Morgan Stanley: Brent Could Hit $150 in Summer if Hormuz Closes
📊 MS — Piyasa Yorumu
▲ up · 65%Morgan Stanley's warning that Brent crude could rise to $150 per barrel in the summer if the Strait of Hormuz is closed may create upward pressure on energy prices. This scenario could positively impact shares of major investment banks like Morgan Stanley in the short term. Technical indicators support this view: RSI at 58 is above neutral territory, MACD is above its signal line, and the price is trading above both the 20-day and 50-day moving averages. The recent 1.9% gain at the last close also indicates strong short-term momentum. However, since it is uncertain whether the geopolitical risks will materialize, the upside expectation is tempered with cautious optimism.
📊 BRENT — Piyasa Yorumu
▲ up · 60%The news headline suggests that Brent oil prices could rise significantly if geopolitical risks increase. Technical indicators also support this bullish view; the RSI is at 55, in neutral territory but with upside potential, the MACD is below the signal line yet in positive territory, and the price is above both the 20-day and 50-day moving averages.
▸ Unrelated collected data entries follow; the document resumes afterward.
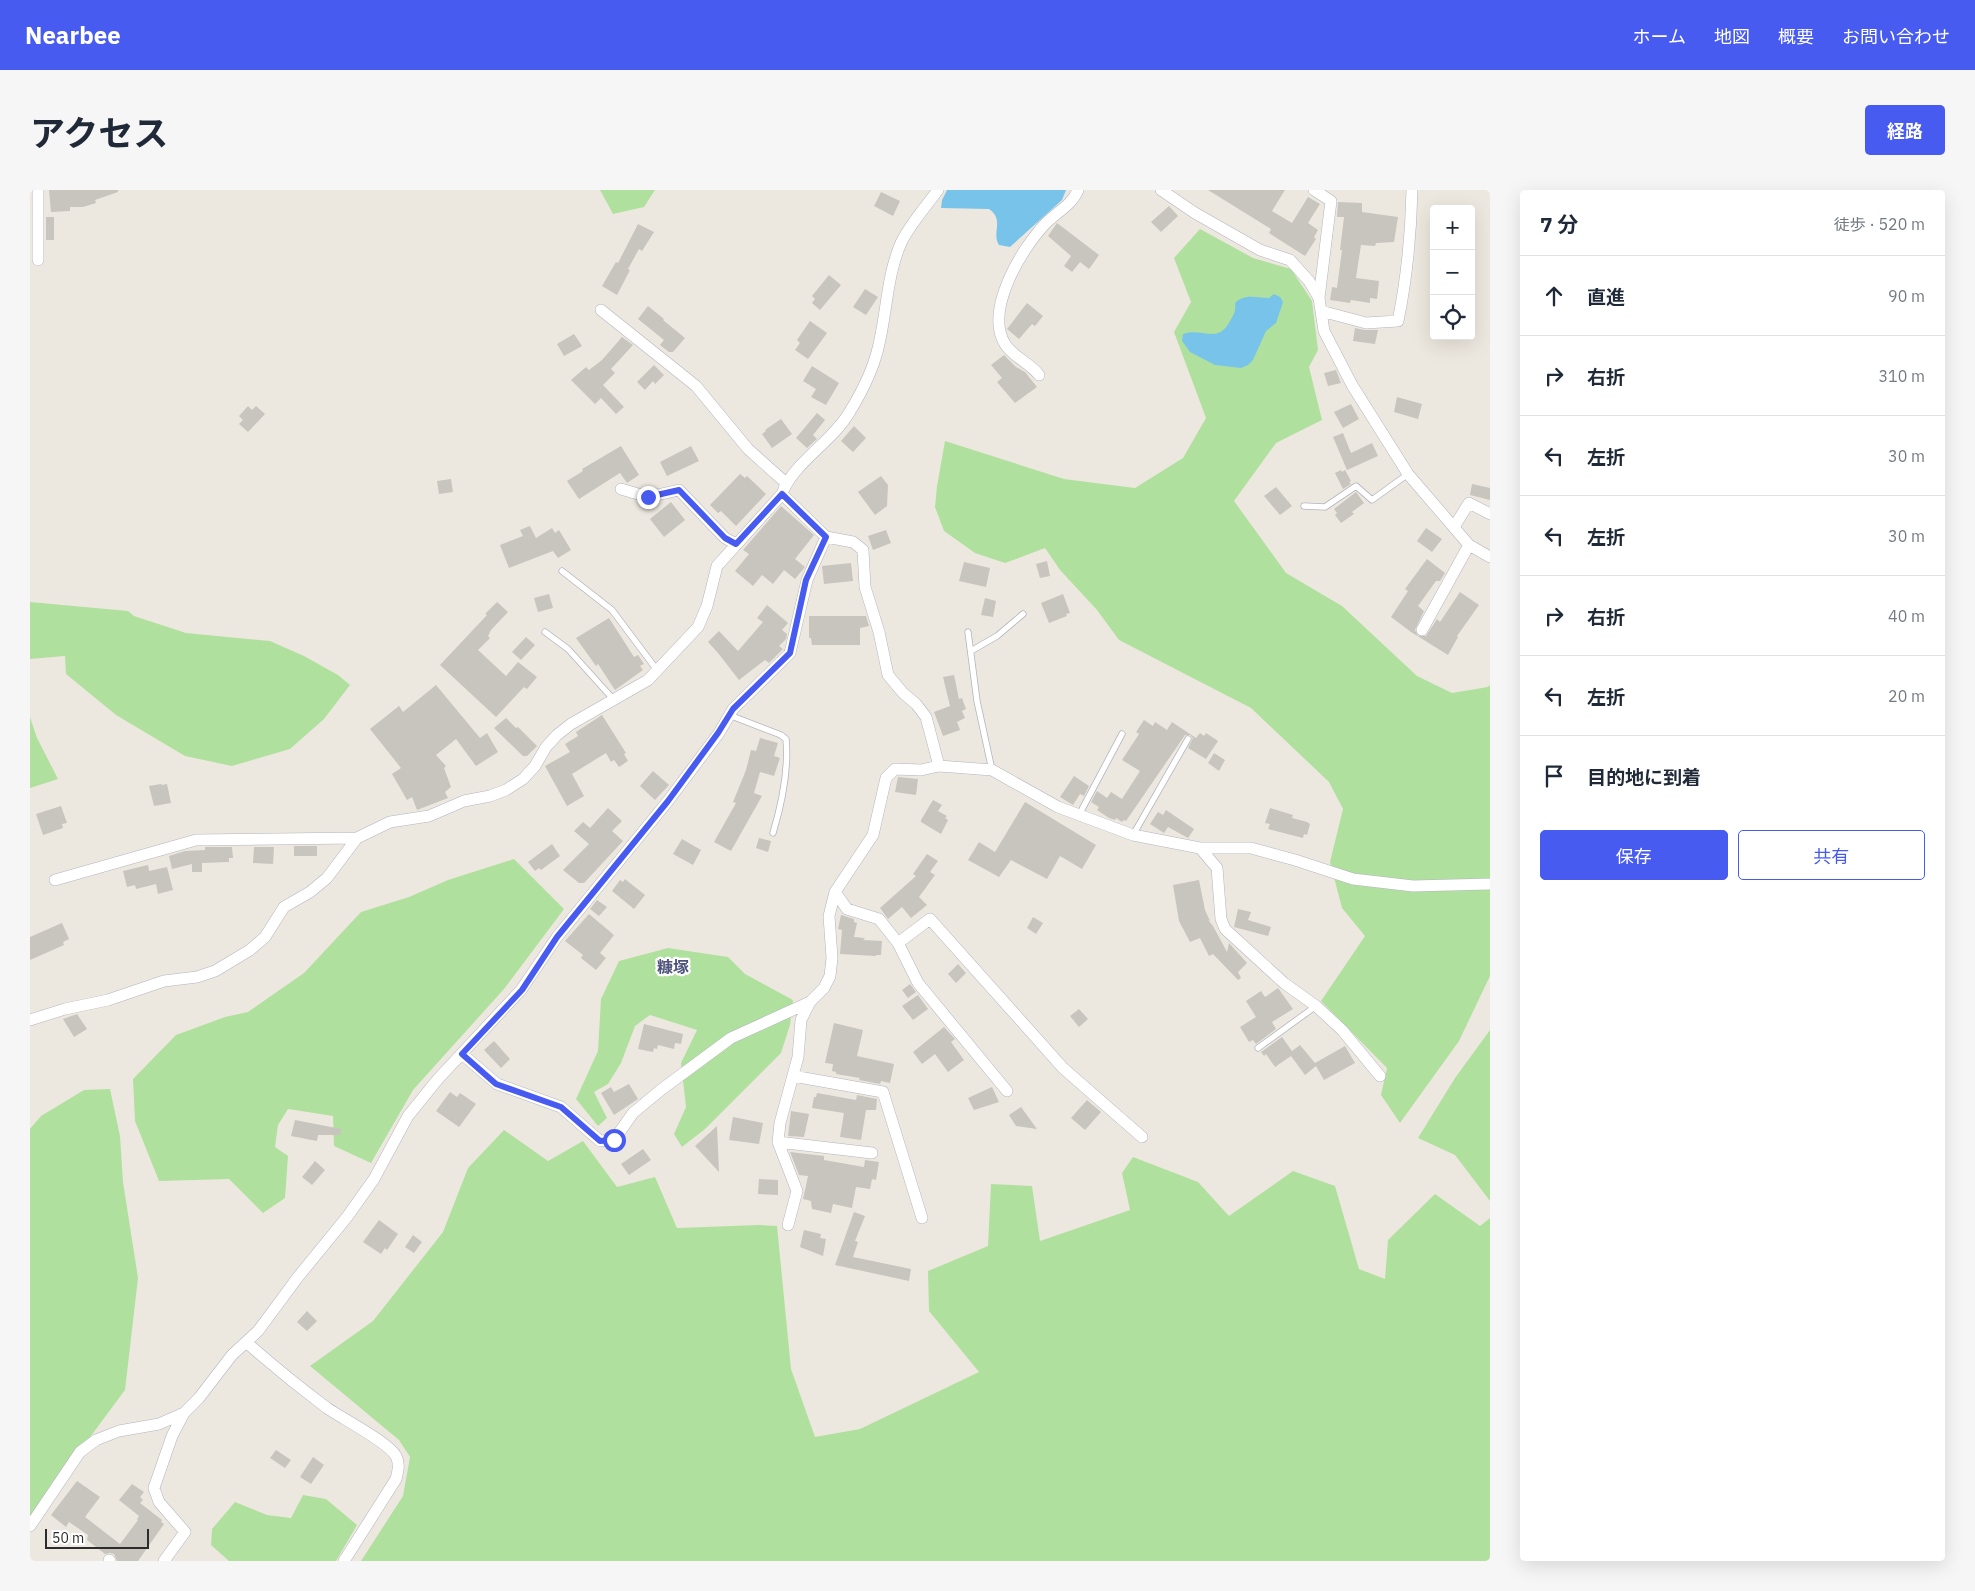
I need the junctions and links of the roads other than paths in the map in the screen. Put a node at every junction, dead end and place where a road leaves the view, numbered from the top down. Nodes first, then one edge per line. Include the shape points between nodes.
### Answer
1 (38, 190) edge
2 (938, 190) edge
3 (1078, 190) edge
4 (1314, 190) edge
5 (1412, 190) edge
6 (1163, 191) edge
7 (38, 260) dead end
8 (1319, 298) junction
9 (601, 310) dead end
10 (1321, 311) junction
11 (1039, 375) dead end
12 (1408, 474) junction
13 (786, 482) junction
14 (621, 489) dead end
15 (782, 494) junction
16 (1304, 506) dead end
17 (1490, 514) edge
18 (1454, 527) junction
19 (826, 537) junction
20 (736, 544) junction
21 (1469, 545) junction
22 (1490, 558) edge
23 (562, 572) dead end
24 (1023, 614) dead end
25 (1422, 630) dead end
26 (545, 632) dead end
27 (968, 632) dead end
28 (971, 651) junction
29 (657, 670) junction
30 (614, 700) junction
31 (729, 716) junction
32 (1122, 734) dead end
33 (1188, 739) dead end
34 (939, 766) junction
35 (992, 770) junction
36 (1079, 815) junction
37 (773, 833) dead end
38 (1133, 835) junction
39 (357, 838) junction
40 (1200, 848) junction
41 (55, 880) dead end
42 (1490, 884) edge
43 (834, 892) junction
44 (898, 943) junction
45 (810, 1002) junction
46 (1316, 1006) junction
47 (30, 1020) edge
48 (1258, 1048) dead end
49 (462, 1054) junction
50 (794, 1076) junction
51 (1380, 1076) dead end
52 (1007, 1091) dead end
53 (1142, 1137) dead end
54 (778, 1142) junction
55 (872, 1153) dead end
56 (922, 1218) dead end
57 (788, 1225) dead end
58 (246, 1342) junction
59 (184, 1413) junction
60 (30, 1526) edge
61 (164, 1561) edge
62 (344, 1561) edge

1 - 7 street
2 - 13 street via 902,242 890,278 879,344 869,375 853,406 835,432
3 - 11 street via 1066,207 1029,243 1011,272 1003,299 999,320 1000,334 1006,347
4 - 8 street via 1331,201
5 - 10 street via 1411,237 1398,321 1366,323
6 - 8 street via 1260,250 1290,260
8 - 10 street
9 - 13 street via 696,386 748,449
10 - 12 street via 1324,331 1352,385
12 - 16 lane via 1372,500 1356,486 1325,507
12 - 18 street
13 - 15 street
14 - 20 street via 648,497 679,490 725,538
15 - 19 street
15 - 20 street
17 - 18 street via 1469,503
18 - 21 street
19 - 31 street via 806,580 790,653
19 - 34 street via 853,542 863,550 865,587 888,674 926,717
20 - 29 street via 717,566 698,627
21 - 22 street
21 - 25 street
23 - 29 lane via 612,610
24 - 28 lane via 997,636
26 - 30 lane via 568,649
27 - 28 lane
28 - 35 lane via 977,701
29 - 30 street via 648,680
30 - 39 street via 557,735 523,779 506,790 464,801 430,816 390,822
31 - 37 lane via 786,739 782,800
31 - 49 street via 668,801 557,937 522,990
32 - 36 lane
33 - 38 lane
34 - 35 street
34 - 43 street via 921,770 895,769 886,778 873,835
35 - 36 street via 1058,807
36 - 38 street
38 - 40 street
39 - 41 street via 196,840
39 - 47 street via 327,878 284,906 265,936 250,950 215,971 164,981 108,1000
40 - 42 street via 1251,848 1353,879 1413,886
40 - 46 street via 1217,868 1221,919 1225,929 1284,983
43 - 44 street via 847,909 879,919
43 - 45 street via 829,916 830,976 824,988
44 - 52 street via 918,982
44 - 53 street via 930,919 1063,1068
45 - 49 street via 731,1038 633,1113 614,1140 600,1141 561,1107 496,1084
45 - 50 street via 801,1020
46 - 48 lane
46 - 51 street via 1342,1030
49 - 58 street via 408,1116 374,1179 347,1217
50 - 54 street via 780,1123
50 - 56 street via 883,1092
54 - 55 street
54 - 57 street via 797,1191
58 - 59 street
58 - 62 street via 327,1408 389,1447 397,1457 399,1468 396,1478
59 - 60 street via 159,1424 119,1431 96,1440 80,1452
59 - 61 street via 172,1436 154,1488 159,1502 185,1532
The 3.3% increase in the last 24 hours indicates strong short-term momentum. However, for this scenario to materialize, a concrete event such as the actual closure of the Strait of Hormuz is required, so the bullish outlook carries cautious optimism.
📊 XOM — Piyasa Yorumu
▲ up · 65%The news headline points to a significant upside potential in oil prices if geopolitical risks escalate. This could serve as a positive catalyst for major oil companies such as Exxon Mobil. However, technical indicators suggest that the stock is approaching oversold territory in the short term and remains in a downtrend. With the RSI at 33 and the price trading below both the 20-day and 50-day moving averages, a rally may not materialize immediately. Therefore, while the positive news could offset technical weakness, only limited upside is expected in the near term.
📊 CVX — Piyasa Yorumu
▼ down · 65%Although the news headline highlights geopolitical risk, CVX stock has fallen 6.1% in the last 24 hours, with its RSI approaching oversold territory at 34.5. The MACD line is below the signal line and in negative territory, while the price is trading below both the 20-day and 50-day moving averages. Given the weak short-term technical outlook, the downtrend is likely to continue. However, potential supply concerns arising from the news may limit the pace of the decline.